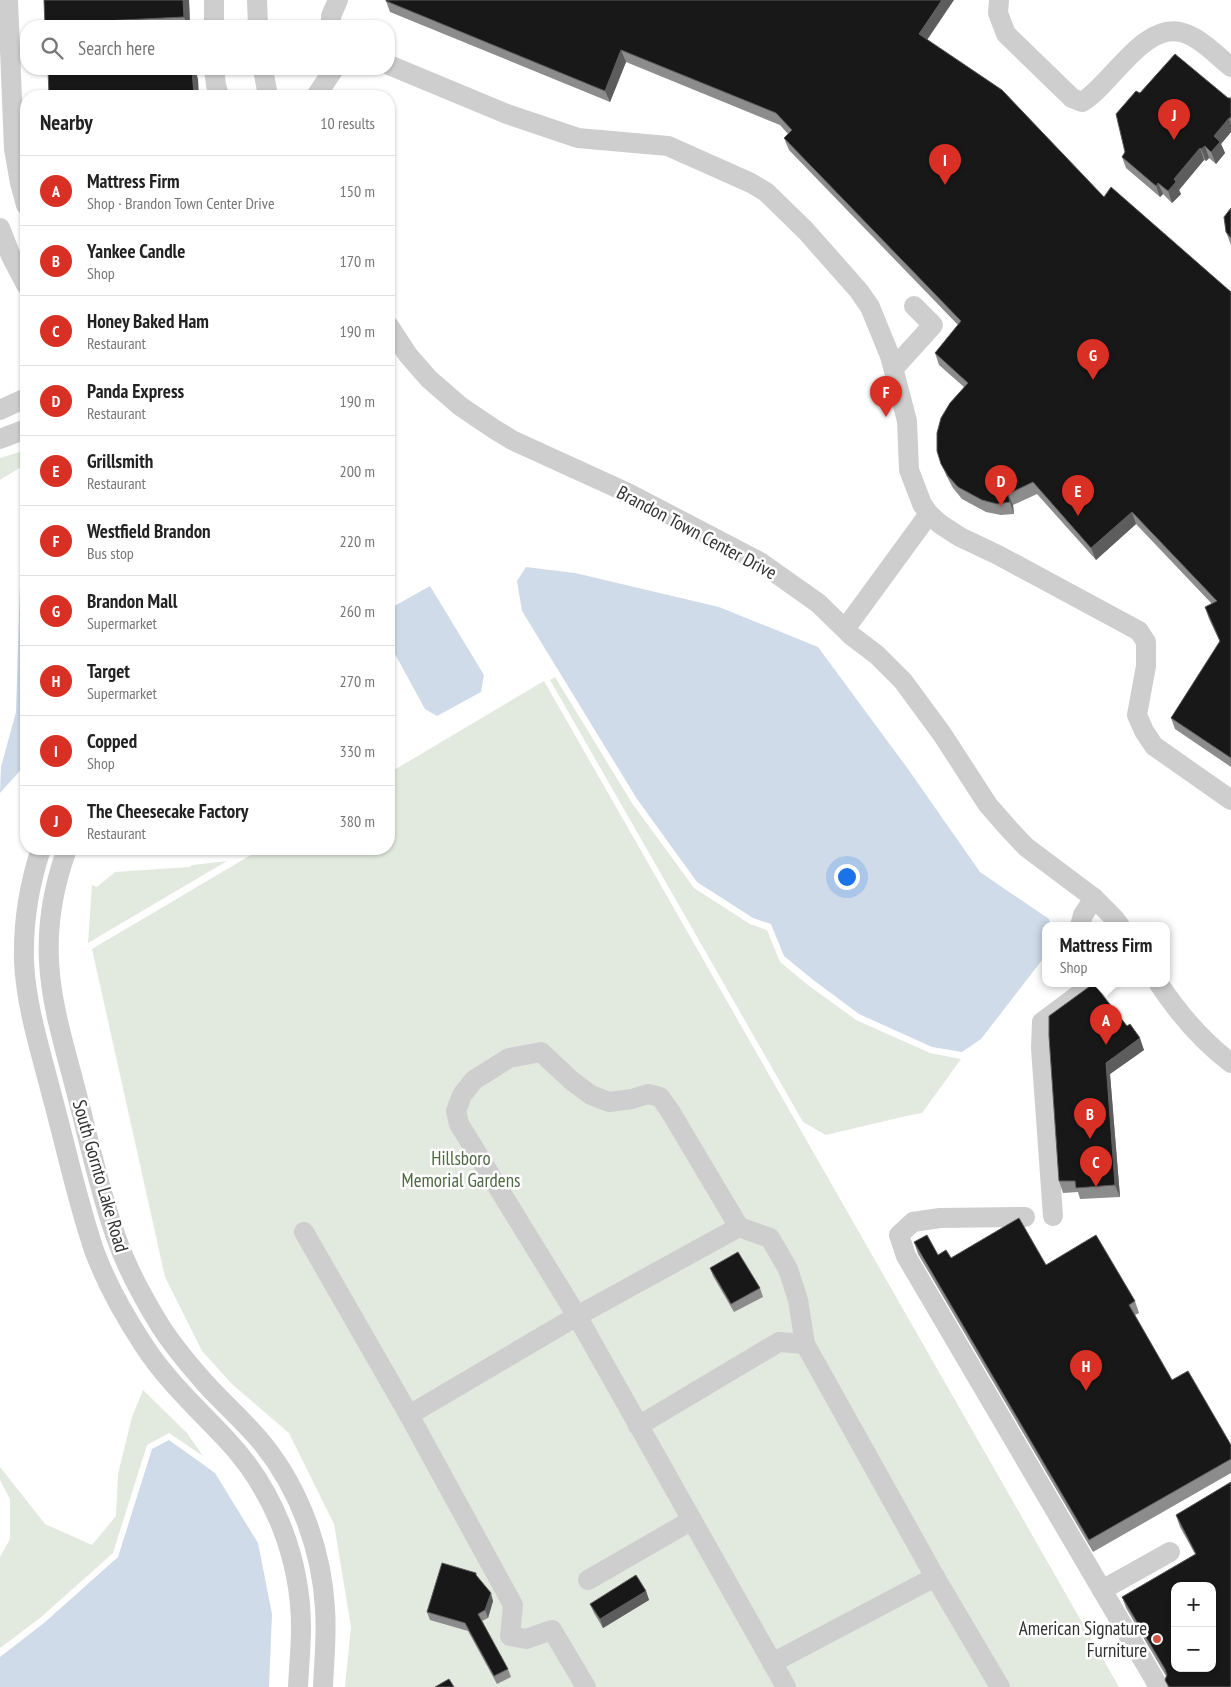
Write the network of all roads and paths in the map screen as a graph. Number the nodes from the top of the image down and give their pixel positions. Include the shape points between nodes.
1 (8, 0) edge
2 (214, 0) edge
3 (257, 0) edge
4 (338, 0) edge
5 (999, 0) edge
6 (214, 20) edge
7 (258, 20) edge
8 (331, 20) edge
9 (395, 67) edge
10 (1231, 67) edge
11 (215, 75) edge
12 (263, 75) edge
13 (330, 75) edge
14 (217, 90) edge
15 (267, 90) edge
16 (320, 90) edge
17 (20, 183) edge
18 (0, 228) edge
19 (20, 273) edge
20 (914, 306) dead end
21 (395, 335) edge
22 (894, 368) junction
23 (20, 401) edge
24 (0, 410) edge
25 (20, 431) edge
26 (0, 439) edge
27 (929, 514) junction
28 (846, 630) junction
29 (1231, 800) edge
30 (39, 855) edge
31 (65, 855) edge
32 (1094, 898) junction
33 (1081, 922) edge
34 (1117, 922) edge
35 (1089, 987) edge
36 (1161, 987) edge
37 (53, 994) junction
38 (28, 998) junction
39 (1231, 1063) edge
40 (1053, 1216) dead end
41 (1024, 1217) dead end
42 (739, 1227) junction
43 (304, 1232) dead end
44 (577, 1316) junction
45 (805, 1344) junction
46 (409, 1415) junction
47 (638, 1426) junction
48 (692, 1520) junction
49 (1170, 1552) dead end
50 (935, 1577) junction
51 (588, 1580) dead end
52 (1102, 1590) junction
53 (772, 1663) junction
54 (298, 1687) edge
55 (323, 1687) edge
56 (586, 1687) edge
57 (786, 1687) edge
58 (1000, 1687) edge
59 (1158, 1687) edge

1 - 17 street via 14,149
2 - 6 street
3 - 7 street
4 - 8 street
5 - 10 street via 998,13 1006,34 1072,98 1082,102 1134,51 1164,32 1180,32 1199,41
9 - 22 street via 556,132 578,138 668,146 752,183 766,192 806,231 859,291 870,307
11 - 14 street
12 - 15 street
13 - 16 street
18 - 19 street
20 - 22 street via 933,325
21 - 28 street, Brandon Town Center Drive via 429,379 460,406 512,440 628,493 760,562 818,603
22 - 27 street via 907,421 910,470
23 - 24 street
25 - 26 street
27 - 28 street
27 - 29 street via 960,537 998,554 1139,631 1146,642 1146,666 1138,715 1144,730 1154,746
28 - 32 street, Brandon Town Center Drive via 886,663 918,699 978,790 1009,830 1026,847
30 - 38 street, South Gornto Lake Road via 26,914 24,962
31 - 37 street, South Gornto Lake Road via 56,883 50,922 49,960
32 - 33 street
32 - 34 street, Brandon Town Center Drive
35 - 40 street via 1042,1022
36 - 39 street via 1198,1034
37 - 38 street
37 - 55 street, South Gornto Lake Road via 107,1213 125,1260 163,1330 207,1385 262,1444 281,1470 301,1510 319,1564 325,1607
38 - 54 street, South Gornto Lake Road via 81,1207 104,1274 143,1345 186,1398 244,1460 280,1523 290,1550 300,1603
41 - 52 street via 940,1218 913,1222 899,1235 906,1256
42 - 44 street
42 - 44 street via 660,1097 648,1094 609,1102 591,1095 541,1052 509,1058 474,1080 462,1095 456,1111 459,1124
42 - 45 street via 770,1238 788,1269 798,1300
43 - 46 street
44 - 46 street
44 - 47 street
45 - 47 street via 779,1342
45 - 50 street
46 - 56 street via 513,1606 510,1636 526,1639 552,1630
47 - 48 street
48 - 51 street
48 - 53 street
49 - 52 street
50 - 53 street
50 - 58 street
52 - 59 street
53 - 57 street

════════════════

» Exercise goal
Exact copy, no pictures: return the entries word for word.

» Task response
Write the network of all roads and paths in the map screen as a graph. Number the nodes from the top of the image down and give their pixel positions. Include the shape points between nodes.
1 (8, 0) edge
2 (214, 0) edge
3 (257, 0) edge
4 (338, 0) edge
5 (999, 0) edge
6 (214, 20) edge
7 (258, 20) edge
8 (331, 20) edge
9 (395, 67) edge
10 (1231, 67) edge
11 (215, 75) edge
12 (263, 75) edge
13 (330, 75) edge
14 (217, 90) edge
15 (267, 90) edge
16 (320, 90) edge
17 (20, 183) edge
18 (0, 228) edge
19 (20, 273) edge
20 (914, 306) dead end
21 (395, 335) edge
22 (894, 368) junction
23 (20, 401) edge
24 (0, 410) edge
25 (20, 431) edge
26 (0, 439) edge
27 (929, 514) junction
28 (846, 630) junction
29 (1231, 800) edge
30 (39, 855) edge
31 (65, 855) edge
32 (1094, 898) junction
33 (1081, 922) edge
34 (1117, 922) edge
35 (1089, 987) edge
36 (1161, 987) edge
37 (53, 994) junction
38 (28, 998) junction
39 (1231, 1063) edge
40 (1053, 1216) dead end
41 (1024, 1217) dead end
42 (739, 1227) junction
43 (304, 1232) dead end
44 (577, 1316) junction
45 (805, 1344) junction
46 (409, 1415) junction
47 (638, 1426) junction
48 (692, 1520) junction
49 (1170, 1552) dead end
50 (935, 1577) junction
51 (588, 1580) dead end
52 (1102, 1590) junction
53 (772, 1663) junction
54 (298, 1687) edge
55 (323, 1687) edge
56 (586, 1687) edge
57 (786, 1687) edge
58 (1000, 1687) edge
59 (1158, 1687) edge

1 - 17 street via 14,149
2 - 6 street
3 - 7 street
4 - 8 street
5 - 10 street via 998,13 1006,34 1072,98 1082,102 1134,51 1164,32 1180,32 1199,41
9 - 22 street via 556,132 578,138 668,146 752,183 766,192 806,231 859,291 870,307
11 - 14 street
12 - 15 street
13 - 16 street
18 - 19 street
20 - 22 street via 933,325
21 - 28 street, Brandon Town Center Drive via 429,379 460,406 512,440 628,493 760,562 818,603
22 - 27 street via 907,421 910,470
23 - 24 street
25 - 26 street
27 - 28 street
27 - 29 street via 960,537 998,554 1139,631 1146,642 1146,666 1138,715 1144,730 1154,746
28 - 32 street, Brandon Town Center Drive via 886,663 918,699 978,790 1009,830 1026,847
30 - 38 street, South Gornto Lake Road via 26,914 24,962
31 - 37 street, South Gornto Lake Road via 56,883 50,922 49,960
32 - 33 street
32 - 34 street, Brandon Town Center Drive
35 - 40 street via 1042,1022
36 - 39 street via 1198,1034
37 - 38 street
37 - 55 street, South Gornto Lake Road via 107,1213 125,1260 163,1330 207,1385 262,1444 281,1470 301,1510 319,1564 325,1607
38 - 54 street, South Gornto Lake Road via 81,1207 104,1274 143,1345 186,1398 244,1460 280,1523 290,1550 300,1603
41 - 52 street via 940,1218 913,1222 899,1235 906,1256
42 - 44 street
42 - 44 street via 660,1097 648,1094 609,1102 591,1095 541,1052 509,1058 474,1080 462,1095 456,1111 459,1124
42 - 45 street via 770,1238 788,1269 798,1300
43 - 46 street
44 - 46 street
44 - 47 street
45 - 47 street via 779,1342
45 - 50 street
46 - 56 street via 513,1606 510,1636 526,1639 552,1630
47 - 48 street
48 - 51 street
48 - 53 street
49 - 52 street
50 - 53 street
50 - 58 street
52 - 59 street
53 - 57 street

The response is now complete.